Bu sosyal damara rağmen, anayasal denge ve denetleme sistemi, Amerikan devlet yapısının ‘laik’ özelliğini, 200 yılı aşkın süre korumasını sağladı.

Amerikan laikliğinin ve sisteminin kurucularından Thomas Jefferson, her hangi düşünce veya inancın kamusal yaşamda devlet gücüyle tekel kurma hevesinin neden olacaklarını daha 1782’de ‘Virginia Notları’nda şu şekilde paylaşıyor:

‘’Sadece haksız bir görüşün, ayakta kalabilmek için, devlet iktidarı ile desteklenmeye ihtiyacı olur. Hakikat, kendi başına da ayakta kalabilir
(…)
Bir görüşün devlet gücüyle, zorla dayatılmasını kabullenmek şu anlama gelir: Kimin senin engizisyonun olmasına karar vereceksin.
(…)
Peki neden baskı? Düşüncede ve inançta birliği sağlamak için. Fakat, düşünce ve inançta birlik, ne kadar yararlı bir amaç? İnançta yorum farklılığı bir dinin en önemli avantajıdır.

Hem bir dinin birliği gerçekleşebilir bir amaç mı? Hristiyanlığın doğuşundan beri milyonlarca masum adam, kadın ve çocuk yakıldı, işkence gördü, cezalandırıldı, hapsedildi. Buna rağmen, Hristiyan dünyasında inanç birliğine bir santim bile yaklaşamadık. Peki bütün bu baskı ile neye ulaşıldı? Yarısını ahmak fanatiklerin diğer yarısını iki yüzlülerin oluşturduğu bir dünyaya…”

Bir düşünceyi, bir politikayı veya bir inancı ‘milli’ kılıfına sokup mistize edip devlet gücüyle herkesi bunu kabullenmeye zorlamanın, bir ulus ve bir ülke için korkunç ve yıkıcı etkisinin erken farkındalığı, Amerikan politik karakterinin takdire değer özelliklerinden biri oldu.

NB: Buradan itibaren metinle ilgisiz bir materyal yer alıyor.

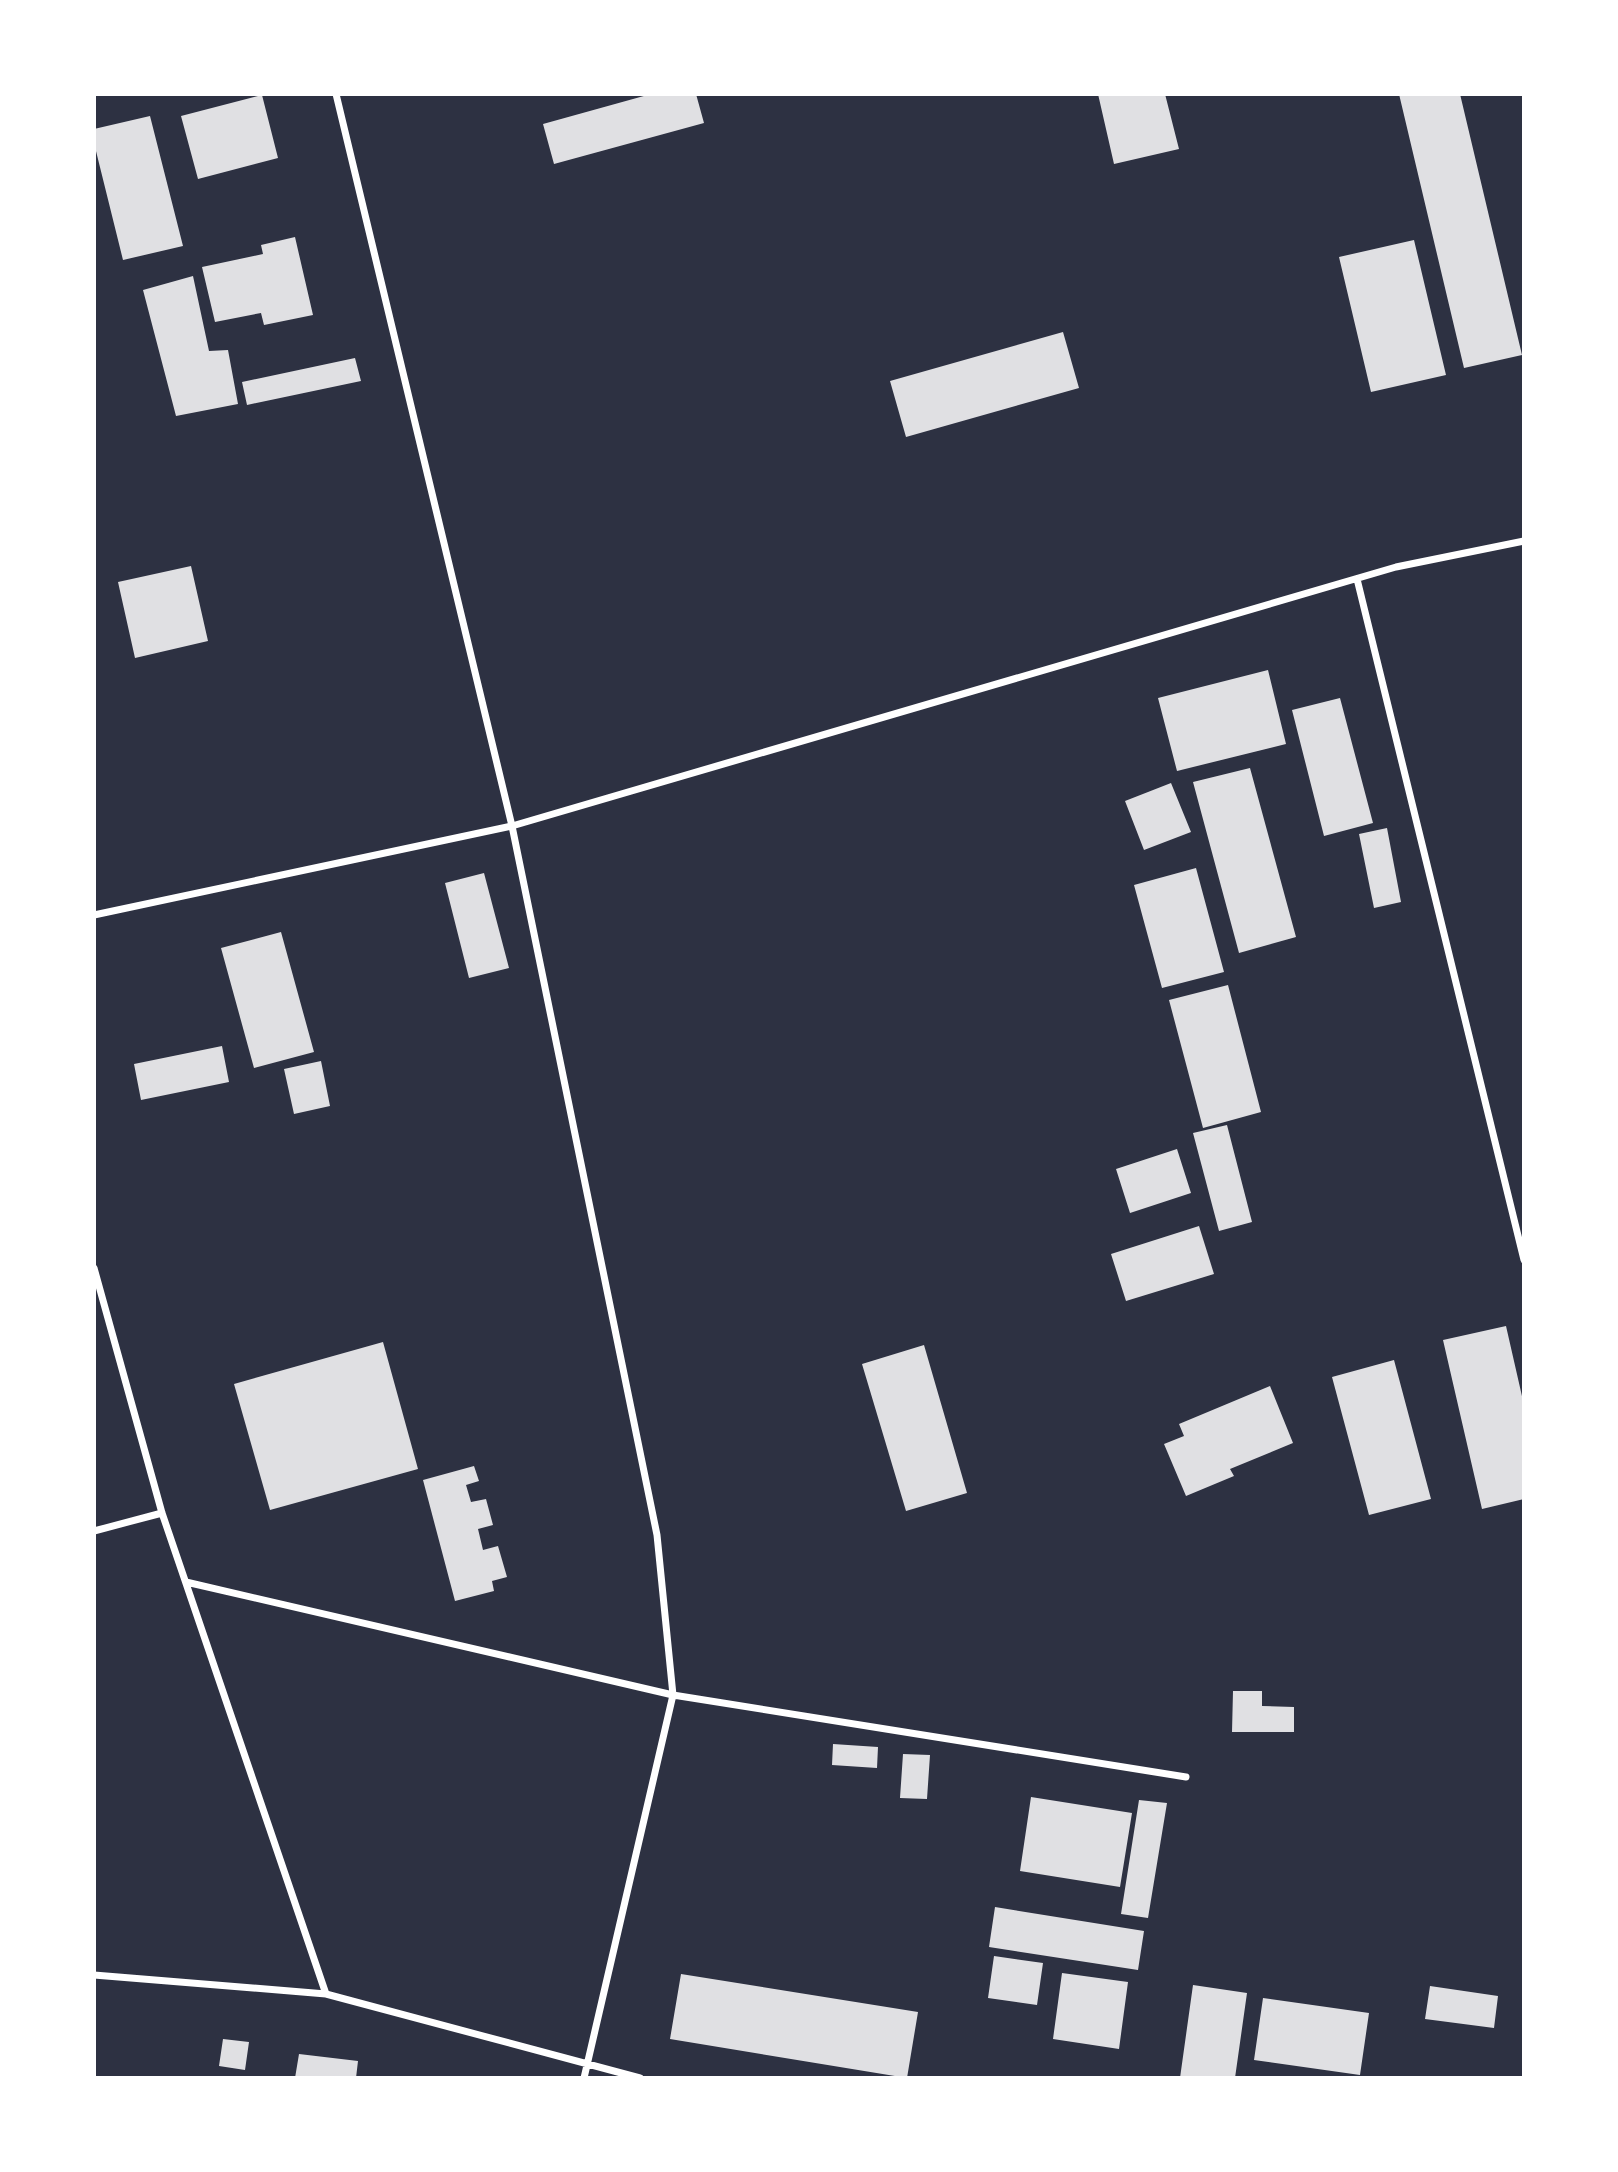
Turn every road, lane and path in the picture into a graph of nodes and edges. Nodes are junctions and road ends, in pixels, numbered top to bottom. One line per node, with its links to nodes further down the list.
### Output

Bu farkındalığın en parlak örneklerinden biri, hem de ABD’nin İkinci Dünya Savaşı nedeniyle son derece hamasi bir iklimin etkisinde olduğu 1943 yılında, ABD Yüksek Mahkemesinin, devlet okullarındaki öğrencilerin Amerikan bayrağına selam durmaya veya öğrenci andını okumaya zorlanamayacağına hükmettiği davadır. Yüksek Mahkeme adına yargıç Robert Jackson’ın kaleme aldığı ve, ifade ve inanç özgürlüğü ile diğer anayasal hakların, ”devletin veya toplumun çoğunluğunun asla müdahale edemeyeceği haklar’’ olarak nitelendirildiği içtihadın gerekçesi, Amerikan yargı tarihinin en imrenilesi cümlelerinden birini de içeriyor:

‘’Düşüncede birlik sağlama, sadece mezarlıkta mümkün olabilir. Amerikan devlet konseptinde veya otorite kaynağının doğasında hiçbir mistizm yoktur. Biz hükümeti, yönetilenlerin onayı ile oluştururuz. Ve Anayasa, iktidardakilerin her hangi bir yasal fırsatı, bu onayı baskı altına almak için kullanmalarına yasak getirir. Anayasa evrenimizde yeri asla değişmeyecek bir tek yıldız varsa o da, alt düzey veya üst düzey farketmez hiçbir devlet yetkilisi, politik ve milli meselelerde, dini konularda veya diğer görüş ve inanç konularında neyin doğru neyin yanlış olduğunu buyuramaz, ve böylece vatandaşları, sözle, davranışla bunu kabullenmeye veya bu inancı paylaşmaya zorlayamaz.’’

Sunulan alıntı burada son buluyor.